▶ GOAL OF THE EXERCISE:
The reply should return the data in full, exactly as written.

▶ DATASET ENTRIES:
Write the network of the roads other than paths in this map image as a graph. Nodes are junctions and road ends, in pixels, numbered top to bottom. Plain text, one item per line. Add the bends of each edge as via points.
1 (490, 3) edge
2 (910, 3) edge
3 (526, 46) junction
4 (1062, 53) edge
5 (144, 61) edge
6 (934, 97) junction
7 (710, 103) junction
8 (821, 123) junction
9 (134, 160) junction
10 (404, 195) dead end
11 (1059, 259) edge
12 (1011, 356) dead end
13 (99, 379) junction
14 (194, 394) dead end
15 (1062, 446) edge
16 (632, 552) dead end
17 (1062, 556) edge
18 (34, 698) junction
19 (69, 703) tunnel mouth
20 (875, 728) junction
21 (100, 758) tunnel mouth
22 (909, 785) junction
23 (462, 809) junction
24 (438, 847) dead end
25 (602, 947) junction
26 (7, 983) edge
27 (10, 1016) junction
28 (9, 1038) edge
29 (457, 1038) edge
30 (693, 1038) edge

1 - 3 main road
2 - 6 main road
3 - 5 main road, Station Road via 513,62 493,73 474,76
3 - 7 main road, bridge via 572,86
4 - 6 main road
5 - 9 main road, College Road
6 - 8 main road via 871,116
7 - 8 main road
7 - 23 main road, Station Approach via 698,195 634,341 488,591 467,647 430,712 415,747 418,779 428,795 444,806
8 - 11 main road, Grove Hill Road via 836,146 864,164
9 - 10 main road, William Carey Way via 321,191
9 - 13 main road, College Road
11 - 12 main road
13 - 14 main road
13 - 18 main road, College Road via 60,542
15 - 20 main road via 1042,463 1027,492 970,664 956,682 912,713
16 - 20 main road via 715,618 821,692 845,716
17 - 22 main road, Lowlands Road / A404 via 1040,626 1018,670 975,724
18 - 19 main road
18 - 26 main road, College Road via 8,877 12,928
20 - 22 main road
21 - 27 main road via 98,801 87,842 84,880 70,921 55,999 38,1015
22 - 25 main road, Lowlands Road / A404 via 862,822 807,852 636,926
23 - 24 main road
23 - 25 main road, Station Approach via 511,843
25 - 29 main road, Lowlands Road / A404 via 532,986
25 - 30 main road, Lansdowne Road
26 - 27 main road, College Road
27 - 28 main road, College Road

▶ SOLUTION:
Write the network of the roads other than paths in this map image as a graph. Nodes are junctions and road ends, in pixels, numbered top to bottom. Plain text, one item per line. Add the bends of each edge as via points.
1 (490, 3) edge
2 (910, 3) edge
3 (526, 46) junction
4 (1062, 53) edge
5 (144, 61) edge
6 (934, 97) junction
7 (710, 103) junction
8 (821, 123) junction
9 (134, 160) junction
10 (404, 195) dead end
11 (1059, 259) edge
12 (1011, 356) dead end
13 (99, 379) junction
14 (194, 394) dead end
15 (1062, 446) edge
16 (632, 552) dead end
17 (1062, 556) edge
18 (34, 698) junction
19 (69, 703) tunnel mouth
20 (875, 728) junction
21 (100, 758) tunnel mouth
22 (909, 785) junction
23 (462, 809) junction
24 (438, 847) dead end
25 (602, 947) junction
26 (7, 983) edge
27 (10, 1016) junction
28 (9, 1038) edge
29 (457, 1038) edge
30 (693, 1038) edge

1 - 3 main road
2 - 6 main road
3 - 5 main road, Station Road via 513,62 493,73 474,76
3 - 7 main road, bridge via 572,86
4 - 6 main road
5 - 9 main road, College Road
6 - 8 main road via 871,116
7 - 8 main road
7 - 23 main road, Station Approach via 698,195 634,341 488,591 467,647 430,712 415,747 418,779 428,795 444,806
8 - 11 main road, Grove Hill Road via 836,146 864,164
9 - 10 main road, William Carey Way via 321,191
9 - 13 main road, College Road
11 - 12 main road
13 - 14 main road
13 - 18 main road, College Road via 60,542
15 - 20 main road via 1042,463 1027,492 970,664 956,682 912,713
16 - 20 main road via 715,618 821,692 845,716
17 - 22 main road, Lowlands Road / A404 via 1040,626 1018,670 975,724
18 - 19 main road
18 - 26 main road, College Road via 8,877 12,928
20 - 22 main road
21 - 27 main road via 98,801 87,842 84,880 70,921 55,999 38,1015
22 - 25 main road, Lowlands Road / A404 via 862,822 807,852 636,926
23 - 24 main road
23 - 25 main road, Station Approach via 511,843
25 - 29 main road, Lowlands Road / A404 via 532,986
25 - 30 main road, Lansdowne Road
26 - 27 main road, College Road
27 - 28 main road, College Road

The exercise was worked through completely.